"

Chapter 4: Discrete Random Variables

4.5 Hypergeometric Distribution

Learning Objectives

By the end of this section, you should be able to:

  • Identify the components of a hypergeometric experiment
  • Use the formulas for a hypergeometric random variable to compute the mean

There are five characteristics of a hypergeometric experiment.

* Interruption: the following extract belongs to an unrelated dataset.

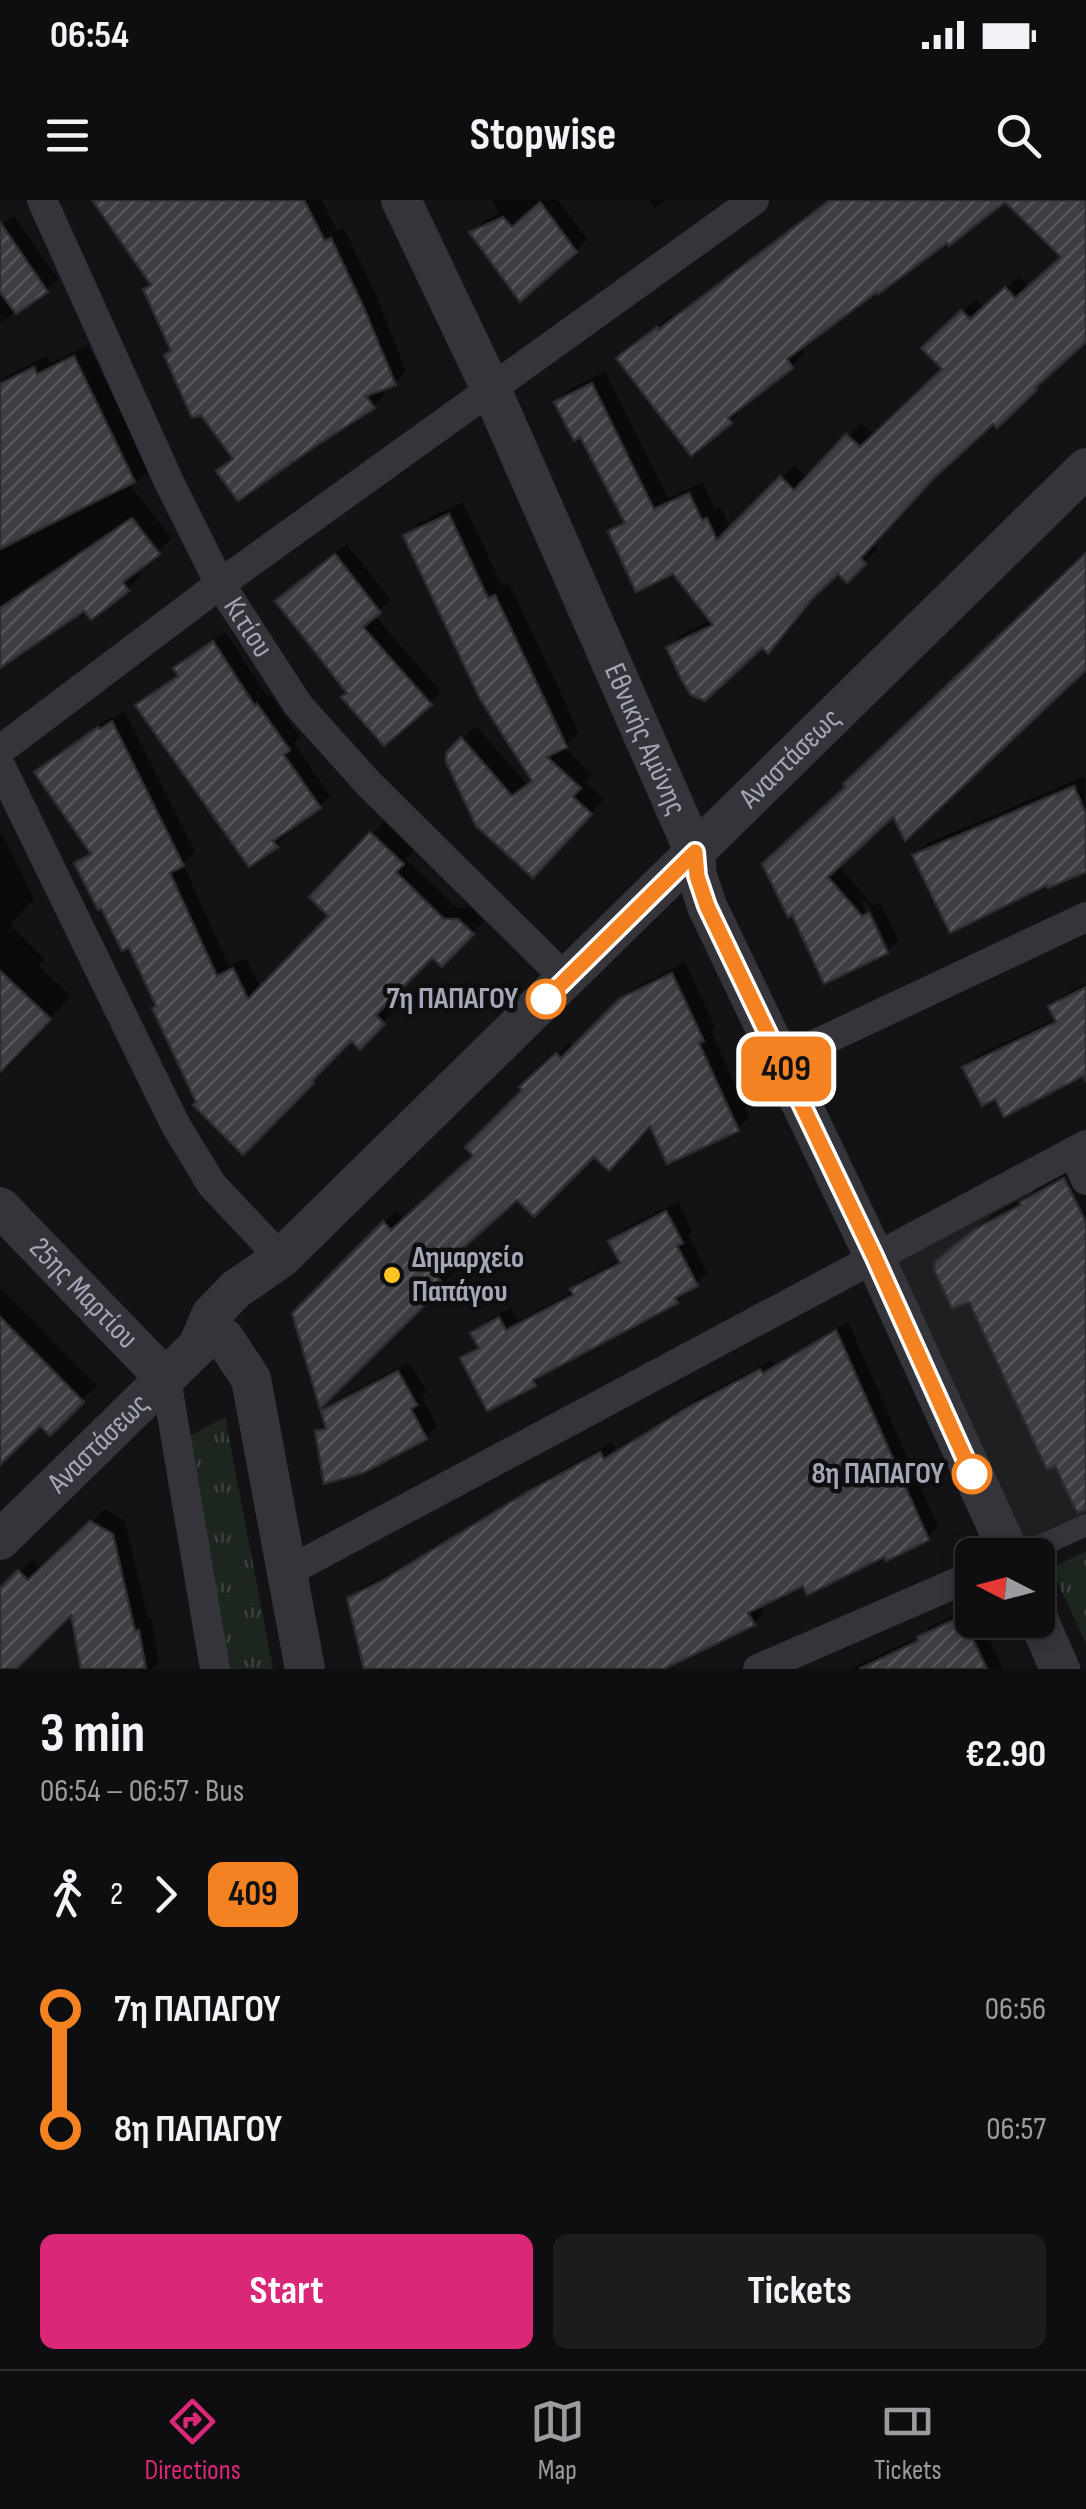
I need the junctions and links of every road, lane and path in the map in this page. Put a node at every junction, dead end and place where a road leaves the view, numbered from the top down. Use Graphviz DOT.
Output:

  1. You take samples from two groups.
  2. You are concerned with a group of interest, called the first group.
  3. You sample without replacement from the combined groups. For example, you want to choose a softball team from a combined group of 11 men and 13 women. The team consists of ten players.
  4. Each pick is not independent, since sampling is without replacement. In the softball example, the probability of picking a woman first is [latex]\frac{13}{24}[/latex]. The probability of picking a man second is [latex]\frac{11}{23}[/latex] if a woman was picked first. It is [latex]\frac{10}{23}[/latex] if a man was picked first. The probability of the second pick depends on what happened in the first pick.
  5. You are not dealing with Bernoulli Trials.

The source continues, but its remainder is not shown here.